UCTAA churchlight

Site Search via Google

Meditation 719
Principles or Personalities?

by: Paul W. Sharkey

To open a discussion on this article, please use the contact page to provide your comments.

I had actually intended to write and submit a piece on this topic some time ago, long before the current brouhaha concerning the U.S. Presidential campaigns and upcoming election. Instead, I had been motivated to do so because of two very different approaches to religious belief. The effect and consequences of these two views, however, could not be more clear nor more pronounced than by what is happening in the “race” for the U.S. Presidency.

Ask any “believer” why they believe-in Jesus, Siddhartha, Mohamed, or whoever and you will find that quite frequently it has nothing to do with what is true but rather with the hopes and/or fears of the “believer.” Or ask: “Do you believe in Jesus (Siddhartha, Mohamed, etc) because what he teaches is true, or do you believe what he teaches is true because he is Jesus (Siddhartha, Mohamed etc).” This is a very ancient question and one, in a slightly different form, Socrates reputedly asked of Euthyphro shortly before the former’s execution.1 What it comes down to is whether what one ultimately believes-in and values most (worth-ships) is some particular personality (or other) or the truth. And if the two – the personality and the truth – should diverge, which will one follow?

I know of no original or “founding” teacher (whether Jesus, Siddhartha, Socrates, or Mohamed) who counseled anyone to forsake the truth in order to follow them.2 None of them set out to found a personality cult but rather instead attempted to help awaken people to a wider, richer, freer and more responsible way of life. But neither can the human ability to pervert the truth for the sake of individual gain, glory or power be underestimated or ignored.

Are there demonstrable “spiritual truths?” – Yes!3 Are they exclusive to or depend upon a particular teacher or personality? – No!

Those who place their ultimate trust in any particular individual or personality have missed the point; they confuse the teacher with the teaching – the messenger with the message.4 Teachers and messengers come and go; truth does not, though it can be distorted, manipulated and perverted to the point that it is almost if not completely lost.

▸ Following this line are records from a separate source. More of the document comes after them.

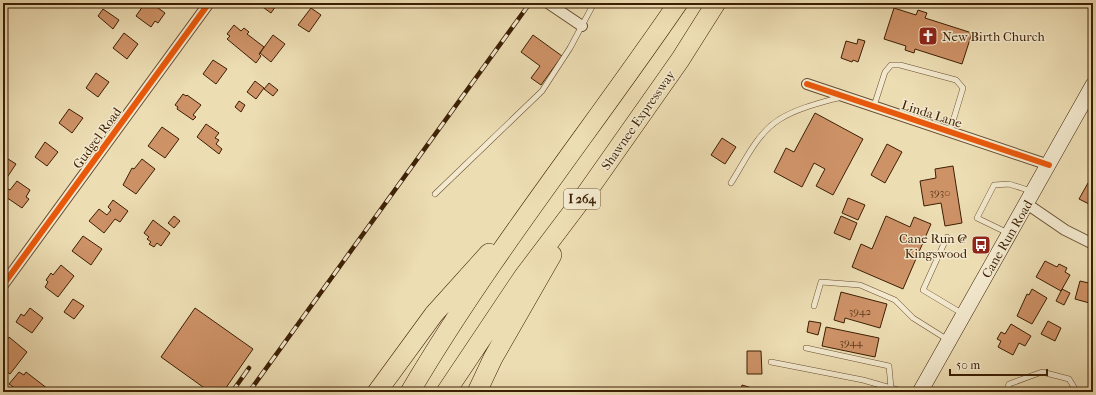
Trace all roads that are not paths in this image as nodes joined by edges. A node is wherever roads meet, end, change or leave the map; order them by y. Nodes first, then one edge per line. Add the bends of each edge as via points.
1 (209, 3) edge
2 (548, 3) edge
3 (594, 3) edge
4 (678, 3) edge
5 (716, 3) edge
6 (582, 26) junction
7 (808, 84) dead end
8 (1093, 85) edge
9 (844, 96) junction
10 (874, 106) junction
11 (950, 131) junction
12 (1049, 166) junction
13 (731, 183) dead end
14 (435, 194) dead end
15 (585, 196) junction
16 (1030, 198) junction
17 (534, 203) junction
18 (1010, 234) junction
19 (947, 237) dead end
20 (1093, 244) edge
21 (3, 285) edge
22 (814, 306) dead end
23 (964, 314) junction
24 (949, 341) junction
25 (806, 348) dead end
26 (771, 362) dead end
27 (891, 388) junction
28 (377, 392) edge
29 (410, 392) edge
30 (446, 392) edge
31 (477, 392) edge
32 (905, 392) edge
33 (920, 392) edge
34 (1006, 392) edge
35 (1076, 392) edge

1 - 21 street, Gudgel Road
2 - 6 street
3 - 6 lane
4 - 17 highway, I 264 via 579,144
5 - 15 highway, Shawnee Expressway / I 264 via 680,60
6 - 14 lane via 542,91
7 - 9 street, Linda Lane
8 - 12 main road, Cane Run Road
9 - 10 street, Linda Lane
9 - 13 lane via 804,108 779,119 758,140
10 - 11 street, Linda Lane
10 - 11 lane via 885,72 891,65 900,65 956,80 963,88
11 - 12 street, Linda Lane
12 - 16 main road, Cane Run Road
15 - 30 highway, Shawnee Expressway / I 264 via 523,277
15 - 31 highway via 493,358
16 - 18 main road, Cane Run Road
16 - 18 lane via 1009,184 994,184 977,218
16 - 20 street via 1065,230
17 - 28 highway via 434,314
17 - 29 highway, I 264
18 - 23 main road, Cane Run Road
19 - 23 lane via 923,290
22 - 24 lane via 821,282 860,285 895,300 913,318
23 - 24 main road, Cane Run Road
24 - 33 main road, Cane Run Road
25 - 27 lane via 889,366
26 - 27 lane
27 - 32 lane
34 - 35 lane via 1009,384 1042,372 1069,379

If we are to place any trust in any individual or “personality,” whether spiritual teacher or political leader, let it be because we have found them to be trust-worthy because they speak the truth and not because of our hope for personal gain, our fears, or petty prejudices. Reason, truth and honesty demand nothing less.

Notes:

  1. See Plato’s early dialogue: Euthyphro
  2. In fact, Siddhartha is reputed to have taught: “Accept my words only when you have examined them for yourselves; do not accept them simply because of the reverence you have for me. Those who only have faith in me and affection for me will not find the final freedom. But only those who have faith in the truth and are determined to follow its path will be awakened.” See also and compare: Matthew 7:21; Luke 6:46 etc.
  3. I intend to address and explain some of these in an upcoming “Meditation.”
  4. One “spiritual truth” (which is both definitionally as well as existentially true) is: “If you place your faith (trust, happiness ... whatever) in something that can or will be taken from you, then you can or will lose your faith (trust, happiness ... whatever) – and is the basis for many many “teachings” in various forms in various religions from those concerning Buddhist renunciation to Christian “poverty” (cf. Matthew 6:25; 19:16ff.) – or just plain common sense!.